Most people receive excellent treatment from our National Health Service and in the private sector, however, sometimes you may suspect that a mistake has been made and you have not been treated properly. In this case, you may consider making a claim for compensation.

With over 60 years’ experience, the team at Farleys have extensive experience in handling medical negligence claims of all types and have secured millions of pounds in compensation for our clients over the years.

Our team are personable, approachable, and will always act to achieve the best possible outcome for you and your loved ones. We offer a personal service and will always ensure that your case is handled with the care and professionalism it deserves.

As well as seeking the right level of compensation, our experts help clients to access top quality medical care, rehabilitation and support and make arrangements for their future, where needed.

We are a full-service law firm, and draw upon the help of other legal experts when needed, from other departments such as financial planning, personal injury trusts, wills advice and Powers of Attorney.

Our experts have answered some frequently asked questions about clinical negligence claims.

If you think that you may have a clinical negligence claim please do not hesitate to contact our specialist team at Farleys.

We have a dedicated contact number for service users of The Swallows Head and Neck Cancer Charity  0330 134 6997, or you can contact us by email on [email protected].

A clinical negligence claim is a legal claim for compensation where you have been injured as a result of the negligence of a medical professional.

Most clinical negligence claims have a 3 year time limit which means that court proceedings must be issued (not just that the claim must be started) within 3 years of the injury or in some cases, 3 years from the date that you first became aware the injury was caused as a result of negligence.

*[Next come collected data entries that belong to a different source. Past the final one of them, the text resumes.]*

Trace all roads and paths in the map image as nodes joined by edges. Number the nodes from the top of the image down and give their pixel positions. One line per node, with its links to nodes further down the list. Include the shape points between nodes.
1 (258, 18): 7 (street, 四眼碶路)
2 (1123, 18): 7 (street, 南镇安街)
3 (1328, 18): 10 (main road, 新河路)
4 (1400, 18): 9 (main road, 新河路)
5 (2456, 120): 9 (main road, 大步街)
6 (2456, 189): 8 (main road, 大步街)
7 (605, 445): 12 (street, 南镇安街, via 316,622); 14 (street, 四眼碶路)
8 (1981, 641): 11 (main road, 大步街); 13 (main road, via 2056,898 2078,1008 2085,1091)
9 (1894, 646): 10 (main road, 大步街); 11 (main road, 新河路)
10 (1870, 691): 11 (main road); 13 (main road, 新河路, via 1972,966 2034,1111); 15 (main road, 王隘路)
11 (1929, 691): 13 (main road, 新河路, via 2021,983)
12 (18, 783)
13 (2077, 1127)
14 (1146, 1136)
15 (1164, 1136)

For cases involving children, the 3 year time period starts from their 18th Birthday.

The investigative process at the start of a claim can be lengthy and therefore, it is advantageous to instruct legal representation as soon as possible and when the issues are fresh in your mind.

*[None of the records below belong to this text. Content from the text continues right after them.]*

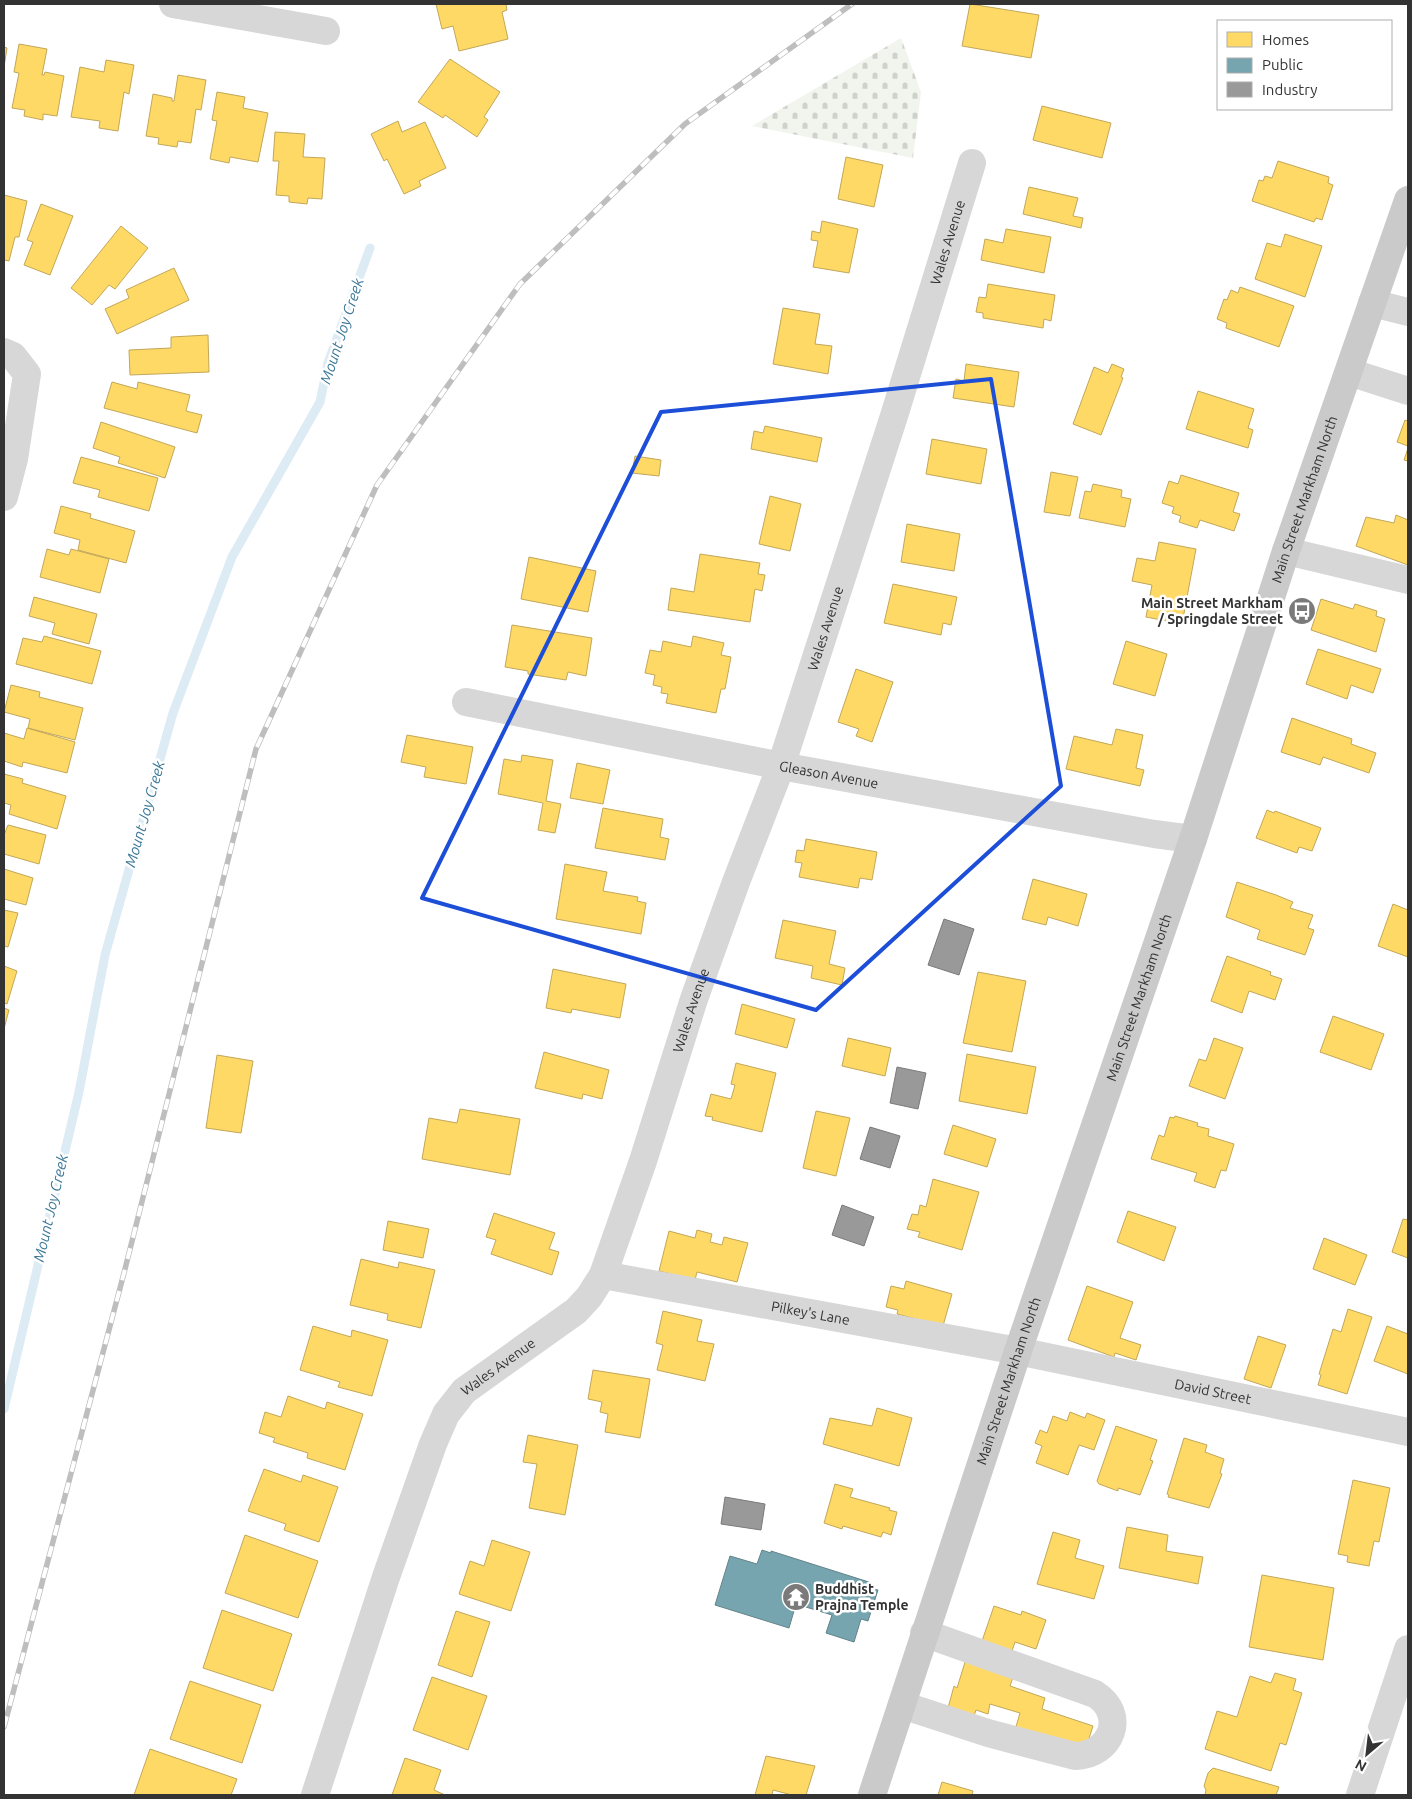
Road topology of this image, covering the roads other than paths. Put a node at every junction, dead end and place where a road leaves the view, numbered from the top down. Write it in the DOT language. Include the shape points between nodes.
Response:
graph roads {
  1 [pos="173,4"];
  2 [pos="326,31"];
  3 [pos="972,163"];
  4 [pos="1408,200"];
  5 [pos="1372,303"];
  6 [pos="1408,312"];
  7 [pos="4,352"];
  8 [pos="1349,372"];
  9 [pos="1408,391"];
  10 [pos="4,497"];
  11 [pos="1286,552"];
  12 [pos="1408,580"];
  13 [pos="466,702"];
  14 [pos="781,766"];
  15 [pos="1193,839"];
  16 [pos="604,1275"];
  17 [pos="1018,1351"];
  18 [pos="1408,1432"];
  19 [pos="924,1633"];
  20 [pos="1408,1649"];
  21 [pos="902,1705"];
  22 [pos="315,1795"];
  23 [pos="872,1795"];
  24 [pos="1360,1795"];
  1 -- 2 [label="street"];
  3 -- 14 [label="street, Wales Avenue"];
  4 -- 5 [label="main road, Main Street Markham North"];
  5 -- 6 [label="street"];
  5 -- 8 [label="main road, Main Street Markham North"];
  7 -- 10 [label="street" via="13,356 27,374 14,459"];
  8 -- 9 [label="street"];
  8 -- 11 [label="main road, Main Street Markham North"];
  11 -- 12 [label="street"];
  11 -- 15 [label="main road, Main Street Markham North"];
  13 -- 14 [label="street, Gleason Avenue"];
  14 -- 15 [label="street, Gleason Avenue"];
  14 -- 16 [label="street, Wales Avenue" via="694,999"];
  15 -- 17 [label="main road, Main Street Markham North"];
  16 -- 17 [label="street, Pilkey's Lane"];
  16 -- 22 [label="street, Wales Avenue" via="576,1311 464,1391 446,1414 386,1576"];
  17 -- 18 [label="street, David Street"];
  17 -- 19 [label="main road, Main Street Markham North"];
  19 -- 21 [label="main road, Main Street Markham North"];
  19 -- 21 [label="street" via="1095,1694 1105,1700 1110,1709 1109,1737 1089,1756 1075,1756 988,1733"];
  20 -- 24 [label="street"];
  21 -- 23 [label="main road, Main Street Markham North"];
}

Everyone is different and there is no one motivation for bringing a clinical negligence claim. For many, it is about receiving recognition from the medical professional that a mistake was made and changes will be implemented to ensure that the same does not happen to another patient. For others, financial compensation is essential as the injury suffered might have affected their ability to work or look after their family in the same way they did before the incident; in some cases, the impact of a clinical mistake can be life-changing.

There are many methods of funding available. The main sources of funding are Legal Expense Insurance (you might have this cover on one of your insurance policies, i.e home insurance), Conditional Fee Agreement (‘no win no fee’),private funding and legal aid. Not all of these methods will be available to you, but your solicitor can discuss your options with you at the beginning of the case.

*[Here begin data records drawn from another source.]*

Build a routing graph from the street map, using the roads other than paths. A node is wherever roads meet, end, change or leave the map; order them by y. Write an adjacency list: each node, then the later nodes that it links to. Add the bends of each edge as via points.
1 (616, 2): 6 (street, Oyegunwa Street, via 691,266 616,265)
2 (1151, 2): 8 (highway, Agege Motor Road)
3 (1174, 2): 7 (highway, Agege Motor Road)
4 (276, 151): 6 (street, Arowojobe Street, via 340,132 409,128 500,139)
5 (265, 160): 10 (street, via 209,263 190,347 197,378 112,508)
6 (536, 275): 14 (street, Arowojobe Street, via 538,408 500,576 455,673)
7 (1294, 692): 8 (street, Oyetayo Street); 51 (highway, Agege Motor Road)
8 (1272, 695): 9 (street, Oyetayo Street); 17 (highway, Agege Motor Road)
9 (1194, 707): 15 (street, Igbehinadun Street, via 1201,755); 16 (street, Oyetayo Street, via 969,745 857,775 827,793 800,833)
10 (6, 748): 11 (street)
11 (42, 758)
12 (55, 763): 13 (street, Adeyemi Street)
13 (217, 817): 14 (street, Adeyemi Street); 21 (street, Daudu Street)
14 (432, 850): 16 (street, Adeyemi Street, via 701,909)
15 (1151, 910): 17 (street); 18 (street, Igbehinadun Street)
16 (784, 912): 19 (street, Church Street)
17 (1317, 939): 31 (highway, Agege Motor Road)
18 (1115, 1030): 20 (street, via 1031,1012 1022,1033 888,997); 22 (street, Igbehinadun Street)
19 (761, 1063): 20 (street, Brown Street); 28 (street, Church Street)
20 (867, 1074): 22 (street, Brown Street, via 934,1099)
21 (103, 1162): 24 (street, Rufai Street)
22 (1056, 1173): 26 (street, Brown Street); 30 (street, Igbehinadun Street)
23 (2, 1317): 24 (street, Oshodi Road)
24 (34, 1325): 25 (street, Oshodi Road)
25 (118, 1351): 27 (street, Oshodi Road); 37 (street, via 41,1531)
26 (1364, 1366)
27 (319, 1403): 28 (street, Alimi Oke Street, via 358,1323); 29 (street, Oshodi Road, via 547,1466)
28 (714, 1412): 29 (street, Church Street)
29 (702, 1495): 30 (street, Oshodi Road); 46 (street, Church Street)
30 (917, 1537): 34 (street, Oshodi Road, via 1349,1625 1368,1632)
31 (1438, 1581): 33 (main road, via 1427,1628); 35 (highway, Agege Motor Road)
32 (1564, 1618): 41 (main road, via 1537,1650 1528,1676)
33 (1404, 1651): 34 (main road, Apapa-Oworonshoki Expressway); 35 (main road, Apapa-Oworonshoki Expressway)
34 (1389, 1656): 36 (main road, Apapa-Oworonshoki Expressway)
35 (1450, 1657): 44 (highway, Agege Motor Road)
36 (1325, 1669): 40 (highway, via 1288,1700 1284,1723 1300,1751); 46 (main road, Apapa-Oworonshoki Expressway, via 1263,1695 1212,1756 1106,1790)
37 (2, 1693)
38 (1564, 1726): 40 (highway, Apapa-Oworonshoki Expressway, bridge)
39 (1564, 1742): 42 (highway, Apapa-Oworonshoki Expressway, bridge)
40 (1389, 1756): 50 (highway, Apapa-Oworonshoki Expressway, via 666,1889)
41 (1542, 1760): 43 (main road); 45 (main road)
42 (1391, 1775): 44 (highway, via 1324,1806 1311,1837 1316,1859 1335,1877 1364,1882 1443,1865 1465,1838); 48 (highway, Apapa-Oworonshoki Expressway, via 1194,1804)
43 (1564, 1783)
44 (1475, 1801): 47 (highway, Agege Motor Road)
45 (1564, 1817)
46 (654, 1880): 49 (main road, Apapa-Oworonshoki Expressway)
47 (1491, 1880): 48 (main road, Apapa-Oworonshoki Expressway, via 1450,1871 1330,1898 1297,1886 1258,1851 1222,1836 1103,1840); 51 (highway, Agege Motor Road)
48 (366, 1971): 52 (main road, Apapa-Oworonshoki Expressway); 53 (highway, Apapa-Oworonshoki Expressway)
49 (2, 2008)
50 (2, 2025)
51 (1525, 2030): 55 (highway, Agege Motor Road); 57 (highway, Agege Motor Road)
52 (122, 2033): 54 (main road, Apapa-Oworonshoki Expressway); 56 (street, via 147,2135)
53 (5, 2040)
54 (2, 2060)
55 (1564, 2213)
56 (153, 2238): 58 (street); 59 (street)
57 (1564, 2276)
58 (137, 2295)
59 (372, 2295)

Negligence has a specific legal definition which combines a failure to take care with causing an injury.

Breach of duty of care

– You must show that the treatment or care received fell below the standard of a responsible body of medical practitioners in the relevant field of medicine. Therefore, if the practitioner is not supported by a responsible body of their peers, then breach of duty can be established.

Causation

– It must also be proved that the breach of duty caused or materially contributed to you suffering a worse outcome than you would have done if the breach of duty had not occurred. If the outcome would have been the same, then the claim will fail.

To bring a successful claim, you must prove, on the balance of probabilities that breach of duty has occurred and that it caused you to suffer injury. Your legal representative can discuss this in detail with you referring to your individual set of circumstances.

This depends on the individual circumstances of each case. Typically, a claim for clinical negligence can take between 1-3 years, however, a number of factors can effect timescales, such as – whether the Defendant admits liability for your injuries, how complex your injuries are and the number of medical reports that need to be obtained, whether a final prognosis can be given for your injuries and your age; as if you are a child it is likely that the claim will go on for some time until the full extent of the injuries can be established.

The majority of cases settle before you get to a final hearing and therefore, it is very unlikely that you will need to give oral evidence in court. Although it might be necessary to issue court proceedings in order to progress your case, only a small percentage of cases go on to trial. The Civil Procedure Rules that both parties need to follow encourage settlement where possible before trial.

This is an impossible question to answer as each case is unique. If successful, you will receive general damages for your pain and suffering, as well as special damages for specific losses you have incurred or will incur as a direct result of the negligence, for example loss of earnings.